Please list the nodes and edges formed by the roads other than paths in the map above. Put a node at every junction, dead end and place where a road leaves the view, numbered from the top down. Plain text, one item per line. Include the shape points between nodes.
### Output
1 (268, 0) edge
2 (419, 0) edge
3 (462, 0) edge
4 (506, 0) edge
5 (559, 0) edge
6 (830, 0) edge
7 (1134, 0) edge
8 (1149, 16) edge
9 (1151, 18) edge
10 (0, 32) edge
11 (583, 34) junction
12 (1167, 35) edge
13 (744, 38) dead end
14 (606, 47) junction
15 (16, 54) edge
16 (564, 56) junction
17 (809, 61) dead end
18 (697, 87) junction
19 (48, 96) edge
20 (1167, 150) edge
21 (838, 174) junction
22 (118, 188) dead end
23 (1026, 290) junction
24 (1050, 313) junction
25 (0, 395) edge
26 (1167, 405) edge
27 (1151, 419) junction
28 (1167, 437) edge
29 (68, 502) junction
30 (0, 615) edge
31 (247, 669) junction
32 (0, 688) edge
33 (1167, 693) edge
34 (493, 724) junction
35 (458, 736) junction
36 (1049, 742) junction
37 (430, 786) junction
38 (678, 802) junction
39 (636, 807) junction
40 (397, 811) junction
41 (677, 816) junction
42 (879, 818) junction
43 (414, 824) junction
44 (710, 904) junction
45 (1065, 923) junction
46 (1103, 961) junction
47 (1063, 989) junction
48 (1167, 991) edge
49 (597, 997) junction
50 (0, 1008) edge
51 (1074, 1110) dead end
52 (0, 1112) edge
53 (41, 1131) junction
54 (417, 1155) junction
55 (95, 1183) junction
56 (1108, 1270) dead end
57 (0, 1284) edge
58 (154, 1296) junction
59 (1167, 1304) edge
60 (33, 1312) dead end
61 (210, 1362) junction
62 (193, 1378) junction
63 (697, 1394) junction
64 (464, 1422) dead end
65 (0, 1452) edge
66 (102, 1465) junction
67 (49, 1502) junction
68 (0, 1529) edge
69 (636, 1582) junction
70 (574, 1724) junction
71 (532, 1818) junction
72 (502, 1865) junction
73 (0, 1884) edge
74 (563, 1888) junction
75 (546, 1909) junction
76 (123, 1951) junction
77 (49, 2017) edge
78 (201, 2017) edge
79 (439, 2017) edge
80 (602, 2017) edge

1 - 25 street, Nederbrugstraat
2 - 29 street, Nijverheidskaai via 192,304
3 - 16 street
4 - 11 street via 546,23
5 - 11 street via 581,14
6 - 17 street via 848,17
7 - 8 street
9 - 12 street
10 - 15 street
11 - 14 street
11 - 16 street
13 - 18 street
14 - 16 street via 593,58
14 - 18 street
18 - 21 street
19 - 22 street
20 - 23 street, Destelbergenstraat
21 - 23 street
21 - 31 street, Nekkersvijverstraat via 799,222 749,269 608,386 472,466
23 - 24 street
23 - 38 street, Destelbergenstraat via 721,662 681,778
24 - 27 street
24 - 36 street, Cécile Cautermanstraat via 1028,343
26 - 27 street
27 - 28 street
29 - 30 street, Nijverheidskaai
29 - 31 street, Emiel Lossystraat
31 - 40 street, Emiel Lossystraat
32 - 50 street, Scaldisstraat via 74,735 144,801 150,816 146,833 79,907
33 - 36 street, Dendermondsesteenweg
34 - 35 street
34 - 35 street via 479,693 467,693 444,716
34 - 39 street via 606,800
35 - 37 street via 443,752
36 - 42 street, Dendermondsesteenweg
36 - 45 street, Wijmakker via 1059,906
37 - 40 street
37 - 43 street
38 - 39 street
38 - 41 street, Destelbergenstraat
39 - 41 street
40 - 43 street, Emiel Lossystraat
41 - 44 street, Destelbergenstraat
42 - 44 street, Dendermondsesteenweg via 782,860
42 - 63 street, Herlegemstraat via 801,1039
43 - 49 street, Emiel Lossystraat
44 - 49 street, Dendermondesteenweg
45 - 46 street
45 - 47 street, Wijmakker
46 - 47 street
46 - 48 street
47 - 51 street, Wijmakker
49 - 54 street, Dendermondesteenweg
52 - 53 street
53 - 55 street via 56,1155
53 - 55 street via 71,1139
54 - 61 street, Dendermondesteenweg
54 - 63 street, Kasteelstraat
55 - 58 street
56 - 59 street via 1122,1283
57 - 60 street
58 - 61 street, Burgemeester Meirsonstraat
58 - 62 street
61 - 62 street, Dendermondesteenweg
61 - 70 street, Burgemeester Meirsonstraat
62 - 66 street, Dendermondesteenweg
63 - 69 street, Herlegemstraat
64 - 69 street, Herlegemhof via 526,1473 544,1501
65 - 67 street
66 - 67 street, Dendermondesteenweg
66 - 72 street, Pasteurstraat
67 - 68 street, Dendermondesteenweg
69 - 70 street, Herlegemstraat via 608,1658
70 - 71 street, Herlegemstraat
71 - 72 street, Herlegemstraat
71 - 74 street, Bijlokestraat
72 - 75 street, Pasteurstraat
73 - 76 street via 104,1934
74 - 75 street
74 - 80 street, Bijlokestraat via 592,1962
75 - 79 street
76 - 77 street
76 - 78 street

▸ **What you have to do**
Reproduce all the entries above. Match them exactly.

▸ **Solution for this exercise**
Please list the nodes and edges formed by the roads other than paths in the map above. Put a node at every junction, dead end and place where a road leaves the view, numbered from the top down. Plain text, one item per line. Include the shape points between nodes.
### Output
1 (268, 0) edge
2 (419, 0) edge
3 (462, 0) edge
4 (506, 0) edge
5 (559, 0) edge
6 (830, 0) edge
7 (1134, 0) edge
8 (1149, 16) edge
9 (1151, 18) edge
10 (0, 32) edge
11 (583, 34) junction
12 (1167, 35) edge
13 (744, 38) dead end
14 (606, 47) junction
15 (16, 54) edge
16 (564, 56) junction
17 (809, 61) dead end
18 (697, 87) junction
19 (48, 96) edge
20 (1167, 150) edge
21 (838, 174) junction
22 (118, 188) dead end
23 (1026, 290) junction
24 (1050, 313) junction
25 (0, 395) edge
26 (1167, 405) edge
27 (1151, 419) junction
28 (1167, 437) edge
29 (68, 502) junction
30 (0, 615) edge
31 (247, 669) junction
32 (0, 688) edge
33 (1167, 693) edge
34 (493, 724) junction
35 (458, 736) junction
36 (1049, 742) junction
37 (430, 786) junction
38 (678, 802) junction
39 (636, 807) junction
40 (397, 811) junction
41 (677, 816) junction
42 (879, 818) junction
43 (414, 824) junction
44 (710, 904) junction
45 (1065, 923) junction
46 (1103, 961) junction
47 (1063, 989) junction
48 (1167, 991) edge
49 (597, 997) junction
50 (0, 1008) edge
51 (1074, 1110) dead end
52 (0, 1112) edge
53 (41, 1131) junction
54 (417, 1155) junction
55 (95, 1183) junction
56 (1108, 1270) dead end
57 (0, 1284) edge
58 (154, 1296) junction
59 (1167, 1304) edge
60 (33, 1312) dead end
61 (210, 1362) junction
62 (193, 1378) junction
63 (697, 1394) junction
64 (464, 1422) dead end
65 (0, 1452) edge
66 (102, 1465) junction
67 (49, 1502) junction
68 (0, 1529) edge
69 (636, 1582) junction
70 (574, 1724) junction
71 (532, 1818) junction
72 (502, 1865) junction
73 (0, 1884) edge
74 (563, 1888) junction
75 (546, 1909) junction
76 (123, 1951) junction
77 (49, 2017) edge
78 (201, 2017) edge
79 (439, 2017) edge
80 (602, 2017) edge

1 - 25 street, Nederbrugstraat
2 - 29 street, Nijverheidskaai via 192,304
3 - 16 street
4 - 11 street via 546,23
5 - 11 street via 581,14
6 - 17 street via 848,17
7 - 8 street
9 - 12 street
10 - 15 street
11 - 14 street
11 - 16 street
13 - 18 street
14 - 16 street via 593,58
14 - 18 street
18 - 21 street
19 - 22 street
20 - 23 street, Destelbergenstraat
21 - 23 street
21 - 31 street, Nekkersvijverstraat via 799,222 749,269 608,386 472,466
23 - 24 street
23 - 38 street, Destelbergenstraat via 721,662 681,778
24 - 27 street
24 - 36 street, Cécile Cautermanstraat via 1028,343
26 - 27 street
27 - 28 street
29 - 30 street, Nijverheidskaai
29 - 31 street, Emiel Lossystraat
31 - 40 street, Emiel Lossystraat
32 - 50 street, Scaldisstraat via 74,735 144,801 150,816 146,833 79,907
33 - 36 street, Dendermondsesteenweg
34 - 35 street
34 - 35 street via 479,693 467,693 444,716
34 - 39 street via 606,800
35 - 37 street via 443,752
36 - 42 street, Dendermondsesteenweg
36 - 45 street, Wijmakker via 1059,906
37 - 40 street
37 - 43 street
38 - 39 street
38 - 41 street, Destelbergenstraat
39 - 41 street
40 - 43 street, Emiel Lossystraat
41 - 44 street, Destelbergenstraat
42 - 44 street, Dendermondsesteenweg via 782,860
42 - 63 street, Herlegemstraat via 801,1039
43 - 49 street, Emiel Lossystraat
44 - 49 street, Dendermondesteenweg
45 - 46 street
45 - 47 street, Wijmakker
46 - 47 street
46 - 48 street
47 - 51 street, Wijmakker
49 - 54 street, Dendermondesteenweg
52 - 53 street
53 - 55 street via 56,1155
53 - 55 street via 71,1139
54 - 61 street, Dendermondesteenweg
54 - 63 street, Kasteelstraat
55 - 58 street
56 - 59 street via 1122,1283
57 - 60 street
58 - 61 street, Burgemeester Meirsonstraat
58 - 62 street
61 - 62 street, Dendermondesteenweg
61 - 70 street, Burgemeester Meirsonstraat
62 - 66 street, Dendermondesteenweg
63 - 69 street, Herlegemstraat
64 - 69 street, Herlegemhof via 526,1473 544,1501
65 - 67 street
66 - 67 street, Dendermondesteenweg
66 - 72 street, Pasteurstraat
67 - 68 street, Dendermondesteenweg
69 - 70 street, Herlegemstraat via 608,1658
70 - 71 street, Herlegemstraat
71 - 72 street, Herlegemstraat
71 - 74 street, Bijlokestraat
72 - 75 street, Pasteurstraat
73 - 76 street via 104,1934
74 - 75 street
74 - 80 street, Bijlokestraat via 592,1962
75 - 79 street
76 - 77 street
76 - 78 street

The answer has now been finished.